O relatório do HSBC traz uma visão otimista para o mercado de vestuário e calçados nos próximos cinco anos. O relatório estima que o setor vai atingir R$ 169 bilhões em faturamento em 2024, um crescimento médio anual de 8%. A penetração do comércio eletrônico deve crescer para quase 15%, superando o percentual das vendas online do varejo.

O mercado de vestuário e calçados vai atingir R$ 169 bilhões em faturamento em 2024, um crescimento médio anual de 8%

A Marisa, na visão do HSBC, é a empresa que mais pode se beneficiar da recuperação da economia brasileira, em especial se as taxas de desemprego começarem a ceder, o que deve aumentar a consumidora típica da rede da família Goldfarb.

Mas há riscos, avalia o próprio HSBC. A Marisa é a companhia mais atrasada em sua estratégia digital, apesar dos avanços deste ano. Ela é ainda a rede varejista com menor participação de lojas que permitem a retirada de produtos vendidos pela internet – perde para Renner, C&A e Riachuelo. “Precisamos ver os resultados de mais trimestres para estar mais confortáveis de que a execução será consistente nos próximos anos”, escreveram os analisas do HSBC.

Além disso, a competição do mercado de vestuários e calçados tende a ficar mais intensa. A Renner está avançando para cidades menores. A C&A, que captou R$ 1,6 bilhão em outubro, tem recursos para sua expansão orgânica. Mas um resultado ruim no terceiro trimestre, na qual as vendas nas mesmas lojas cresceram 0,8%, derrubou as ações da companhia em 10%.

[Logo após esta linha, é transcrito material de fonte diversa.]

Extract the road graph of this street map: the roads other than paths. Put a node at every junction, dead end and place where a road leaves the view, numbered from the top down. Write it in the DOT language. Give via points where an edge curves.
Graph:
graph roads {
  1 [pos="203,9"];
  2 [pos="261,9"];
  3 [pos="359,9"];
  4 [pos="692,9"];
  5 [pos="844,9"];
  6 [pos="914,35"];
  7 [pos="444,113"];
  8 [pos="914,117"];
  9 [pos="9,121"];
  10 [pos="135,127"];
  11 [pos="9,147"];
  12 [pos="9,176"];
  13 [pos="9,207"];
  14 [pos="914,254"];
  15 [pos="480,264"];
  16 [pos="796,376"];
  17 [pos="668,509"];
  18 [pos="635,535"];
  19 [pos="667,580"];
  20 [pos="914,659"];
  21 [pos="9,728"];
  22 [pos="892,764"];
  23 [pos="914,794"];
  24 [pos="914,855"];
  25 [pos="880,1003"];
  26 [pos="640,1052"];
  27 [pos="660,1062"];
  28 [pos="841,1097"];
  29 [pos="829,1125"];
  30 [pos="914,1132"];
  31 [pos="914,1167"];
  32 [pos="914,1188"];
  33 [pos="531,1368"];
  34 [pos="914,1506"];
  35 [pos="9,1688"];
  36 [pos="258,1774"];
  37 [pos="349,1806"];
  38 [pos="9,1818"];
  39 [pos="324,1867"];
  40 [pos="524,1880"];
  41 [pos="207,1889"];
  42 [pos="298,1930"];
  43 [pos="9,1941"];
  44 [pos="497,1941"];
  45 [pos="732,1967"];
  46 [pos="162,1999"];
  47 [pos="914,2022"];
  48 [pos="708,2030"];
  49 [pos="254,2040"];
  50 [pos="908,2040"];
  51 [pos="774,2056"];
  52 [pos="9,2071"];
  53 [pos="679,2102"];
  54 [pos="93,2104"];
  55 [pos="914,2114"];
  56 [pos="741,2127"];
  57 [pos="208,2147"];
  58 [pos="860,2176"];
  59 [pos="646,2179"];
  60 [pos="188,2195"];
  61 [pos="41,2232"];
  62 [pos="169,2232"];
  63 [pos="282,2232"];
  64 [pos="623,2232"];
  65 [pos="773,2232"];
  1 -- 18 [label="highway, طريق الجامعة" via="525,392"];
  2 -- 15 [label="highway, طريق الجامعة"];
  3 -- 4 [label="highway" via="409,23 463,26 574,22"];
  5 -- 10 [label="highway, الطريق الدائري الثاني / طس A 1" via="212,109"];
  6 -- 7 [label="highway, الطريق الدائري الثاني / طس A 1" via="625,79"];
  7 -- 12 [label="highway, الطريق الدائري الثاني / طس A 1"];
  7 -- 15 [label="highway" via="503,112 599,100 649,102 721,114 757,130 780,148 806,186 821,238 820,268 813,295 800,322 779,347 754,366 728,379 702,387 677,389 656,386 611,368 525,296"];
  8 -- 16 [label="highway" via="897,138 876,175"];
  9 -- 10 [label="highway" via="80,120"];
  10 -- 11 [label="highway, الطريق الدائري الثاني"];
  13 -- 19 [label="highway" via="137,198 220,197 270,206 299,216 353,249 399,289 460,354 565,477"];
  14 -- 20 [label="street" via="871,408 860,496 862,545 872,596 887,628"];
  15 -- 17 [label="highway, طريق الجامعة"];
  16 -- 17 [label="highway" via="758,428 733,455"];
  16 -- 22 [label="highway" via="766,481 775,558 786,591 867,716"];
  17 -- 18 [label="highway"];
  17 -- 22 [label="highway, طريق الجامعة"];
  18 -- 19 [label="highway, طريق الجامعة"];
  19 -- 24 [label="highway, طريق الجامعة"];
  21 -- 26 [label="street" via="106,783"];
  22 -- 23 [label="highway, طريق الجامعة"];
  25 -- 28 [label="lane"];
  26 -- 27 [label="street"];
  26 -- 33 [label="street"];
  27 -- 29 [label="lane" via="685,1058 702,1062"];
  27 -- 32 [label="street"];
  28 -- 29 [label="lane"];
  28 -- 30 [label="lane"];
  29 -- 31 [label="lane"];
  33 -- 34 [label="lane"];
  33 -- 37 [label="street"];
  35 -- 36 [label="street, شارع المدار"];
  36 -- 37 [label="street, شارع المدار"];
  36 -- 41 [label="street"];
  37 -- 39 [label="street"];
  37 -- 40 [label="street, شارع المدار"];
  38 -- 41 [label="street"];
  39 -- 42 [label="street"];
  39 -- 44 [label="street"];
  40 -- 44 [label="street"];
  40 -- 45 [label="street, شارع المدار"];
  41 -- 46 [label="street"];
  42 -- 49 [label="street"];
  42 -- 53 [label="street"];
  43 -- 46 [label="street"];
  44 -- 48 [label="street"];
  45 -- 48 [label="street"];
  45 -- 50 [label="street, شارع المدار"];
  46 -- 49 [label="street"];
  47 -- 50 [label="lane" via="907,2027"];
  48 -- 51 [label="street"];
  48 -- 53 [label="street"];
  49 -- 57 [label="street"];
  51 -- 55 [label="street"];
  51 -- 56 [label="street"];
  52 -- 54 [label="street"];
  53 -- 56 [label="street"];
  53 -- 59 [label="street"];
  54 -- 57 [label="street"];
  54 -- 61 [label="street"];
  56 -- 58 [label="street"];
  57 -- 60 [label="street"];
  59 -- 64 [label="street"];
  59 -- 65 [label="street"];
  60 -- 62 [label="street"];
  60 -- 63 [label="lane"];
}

A Marisa viveu anos difíceis. Muitos analistas acreditavam que ela estava fora do jogo. Mas tal qual uma fênix, ela está renascendo. “O novo time de gerenciamento tem melhorado a qualidade de produtos enquanto mantém o apelo de preço que é o legado da marca Marisa”, escreveram analistas do HSBC. Os resultados dos próximos trimestres irão mostrar se eles realmente estavam certos.